▸ Excerpted records:
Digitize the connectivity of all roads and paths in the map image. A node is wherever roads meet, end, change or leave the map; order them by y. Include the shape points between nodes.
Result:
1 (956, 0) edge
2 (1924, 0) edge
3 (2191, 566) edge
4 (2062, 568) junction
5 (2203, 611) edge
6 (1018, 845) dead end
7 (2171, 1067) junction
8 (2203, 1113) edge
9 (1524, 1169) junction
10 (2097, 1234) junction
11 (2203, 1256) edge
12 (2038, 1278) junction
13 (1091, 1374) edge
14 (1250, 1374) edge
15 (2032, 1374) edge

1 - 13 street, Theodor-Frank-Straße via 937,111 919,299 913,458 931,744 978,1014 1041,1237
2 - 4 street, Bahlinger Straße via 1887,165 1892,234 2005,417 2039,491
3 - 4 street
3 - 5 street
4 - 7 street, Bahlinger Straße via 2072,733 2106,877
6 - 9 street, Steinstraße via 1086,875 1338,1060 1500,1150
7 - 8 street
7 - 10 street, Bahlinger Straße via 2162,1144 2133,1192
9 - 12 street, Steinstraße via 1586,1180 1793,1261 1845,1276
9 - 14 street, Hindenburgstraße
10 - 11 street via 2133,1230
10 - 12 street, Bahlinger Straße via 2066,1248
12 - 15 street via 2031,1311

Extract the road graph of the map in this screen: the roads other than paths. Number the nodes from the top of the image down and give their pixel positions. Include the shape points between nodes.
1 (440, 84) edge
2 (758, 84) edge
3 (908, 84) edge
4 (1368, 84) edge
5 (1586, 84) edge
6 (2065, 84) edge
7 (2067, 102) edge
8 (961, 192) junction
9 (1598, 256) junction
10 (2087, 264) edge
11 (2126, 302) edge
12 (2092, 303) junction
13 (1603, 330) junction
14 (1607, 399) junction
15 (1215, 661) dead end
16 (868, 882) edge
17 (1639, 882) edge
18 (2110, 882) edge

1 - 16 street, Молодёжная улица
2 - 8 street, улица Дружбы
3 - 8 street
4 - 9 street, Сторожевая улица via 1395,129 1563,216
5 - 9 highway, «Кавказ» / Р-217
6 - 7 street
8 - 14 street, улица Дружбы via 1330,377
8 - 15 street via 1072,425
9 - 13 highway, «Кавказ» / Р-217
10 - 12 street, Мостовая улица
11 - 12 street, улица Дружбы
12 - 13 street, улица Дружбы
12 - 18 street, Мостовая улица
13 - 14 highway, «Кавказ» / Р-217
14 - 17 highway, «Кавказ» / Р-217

▸ Prompt: Copy out the line holding "Extract the road" along with all lines after it through the end of the entries, exactly and only these.

▸ Result for this exercise:
Extract the road graph of the map in this screen: the roads other than paths. Number the nodes from the top of the image down and give their pixel positions. Include the shape points between nodes.
1 (440, 84) edge
2 (758, 84) edge
3 (908, 84) edge
4 (1368, 84) edge
5 (1586, 84) edge
6 (2065, 84) edge
7 (2067, 102) edge
8 (961, 192) junction
9 (1598, 256) junction
10 (2087, 264) edge
11 (2126, 302) edge
12 (2092, 303) junction
13 (1603, 330) junction
14 (1607, 399) junction
15 (1215, 661) dead end
16 (868, 882) edge
17 (1639, 882) edge
18 (2110, 882) edge

1 - 16 street, Молодёжная улица
2 - 8 street, улица Дружбы
3 - 8 street
4 - 9 street, Сторожевая улица via 1395,129 1563,216
5 - 9 highway, «Кавказ» / Р-217
6 - 7 street
8 - 14 street, улица Дружбы via 1330,377
8 - 15 street via 1072,425
9 - 13 highway, «Кавказ» / Р-217
10 - 12 street, Мостовая улица
11 - 12 street, улица Дружбы
12 - 13 street, улица Дружбы
12 - 18 street, Мостовая улица
13 - 14 highway, «Кавказ» / Р-217
14 - 17 highway, «Кавказ» / Р-217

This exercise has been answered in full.